* _Records_:
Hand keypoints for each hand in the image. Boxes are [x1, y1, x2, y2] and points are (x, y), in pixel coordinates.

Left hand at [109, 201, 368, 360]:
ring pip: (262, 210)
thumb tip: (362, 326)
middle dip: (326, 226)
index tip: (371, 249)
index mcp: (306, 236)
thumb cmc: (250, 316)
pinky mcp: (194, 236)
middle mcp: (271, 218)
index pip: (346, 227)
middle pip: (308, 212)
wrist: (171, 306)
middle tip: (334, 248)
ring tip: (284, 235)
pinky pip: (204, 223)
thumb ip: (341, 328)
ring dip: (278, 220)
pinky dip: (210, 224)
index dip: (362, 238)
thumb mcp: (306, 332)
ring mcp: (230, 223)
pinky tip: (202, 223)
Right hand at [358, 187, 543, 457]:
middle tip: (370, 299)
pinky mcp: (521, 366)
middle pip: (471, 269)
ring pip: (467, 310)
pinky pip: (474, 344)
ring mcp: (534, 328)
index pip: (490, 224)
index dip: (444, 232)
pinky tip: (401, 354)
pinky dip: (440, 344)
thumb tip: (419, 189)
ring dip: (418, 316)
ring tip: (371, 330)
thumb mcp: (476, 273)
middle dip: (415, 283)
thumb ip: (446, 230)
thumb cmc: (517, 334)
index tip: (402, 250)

---

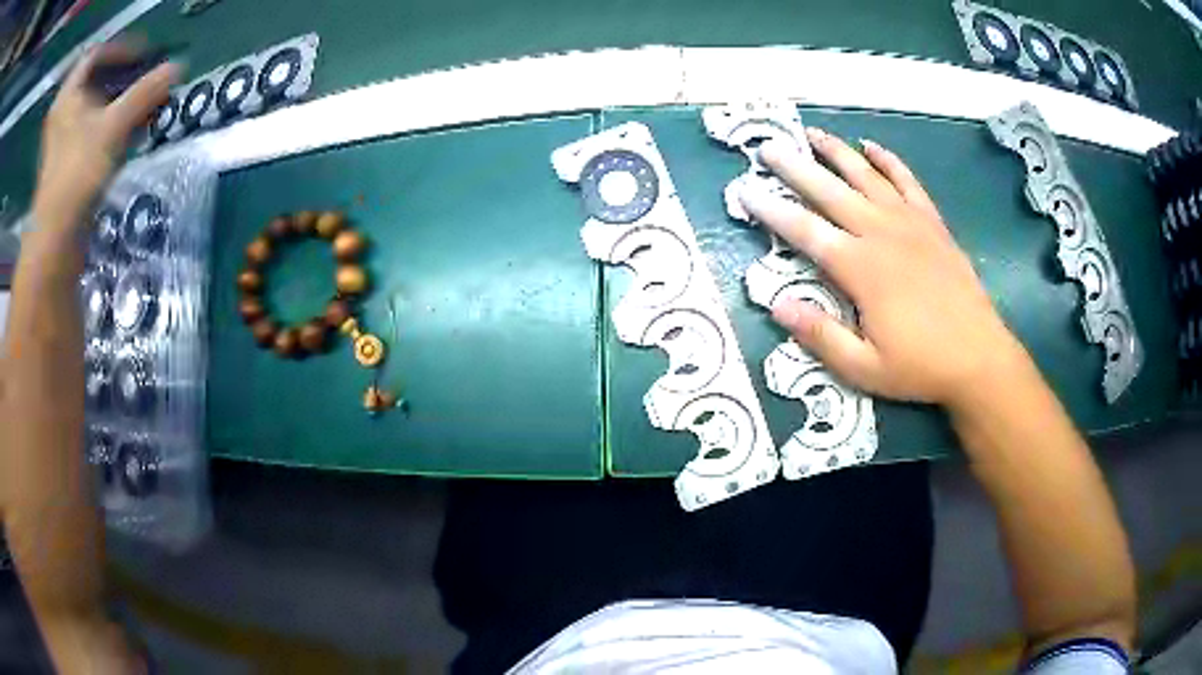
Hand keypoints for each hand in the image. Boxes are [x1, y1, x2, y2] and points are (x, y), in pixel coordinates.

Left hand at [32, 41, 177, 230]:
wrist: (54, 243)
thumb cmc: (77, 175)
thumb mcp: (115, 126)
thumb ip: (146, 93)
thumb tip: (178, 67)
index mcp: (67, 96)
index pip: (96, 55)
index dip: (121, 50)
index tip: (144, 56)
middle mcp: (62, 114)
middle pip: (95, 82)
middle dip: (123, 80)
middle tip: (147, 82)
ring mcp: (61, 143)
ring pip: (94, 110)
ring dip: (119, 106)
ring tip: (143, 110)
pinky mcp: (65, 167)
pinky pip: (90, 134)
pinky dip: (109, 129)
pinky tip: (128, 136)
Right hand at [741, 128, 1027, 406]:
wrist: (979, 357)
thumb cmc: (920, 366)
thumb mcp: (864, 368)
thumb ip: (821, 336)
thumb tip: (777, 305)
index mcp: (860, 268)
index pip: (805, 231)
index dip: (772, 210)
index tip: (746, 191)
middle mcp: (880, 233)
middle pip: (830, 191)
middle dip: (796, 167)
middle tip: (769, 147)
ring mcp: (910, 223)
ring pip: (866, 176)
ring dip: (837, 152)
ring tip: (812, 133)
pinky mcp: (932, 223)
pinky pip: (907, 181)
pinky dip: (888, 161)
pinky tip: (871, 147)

* _Exercise prompt_:
Indicate how many lines in the records above contain the word "hand", giving only the number.

* _Completed task_:
6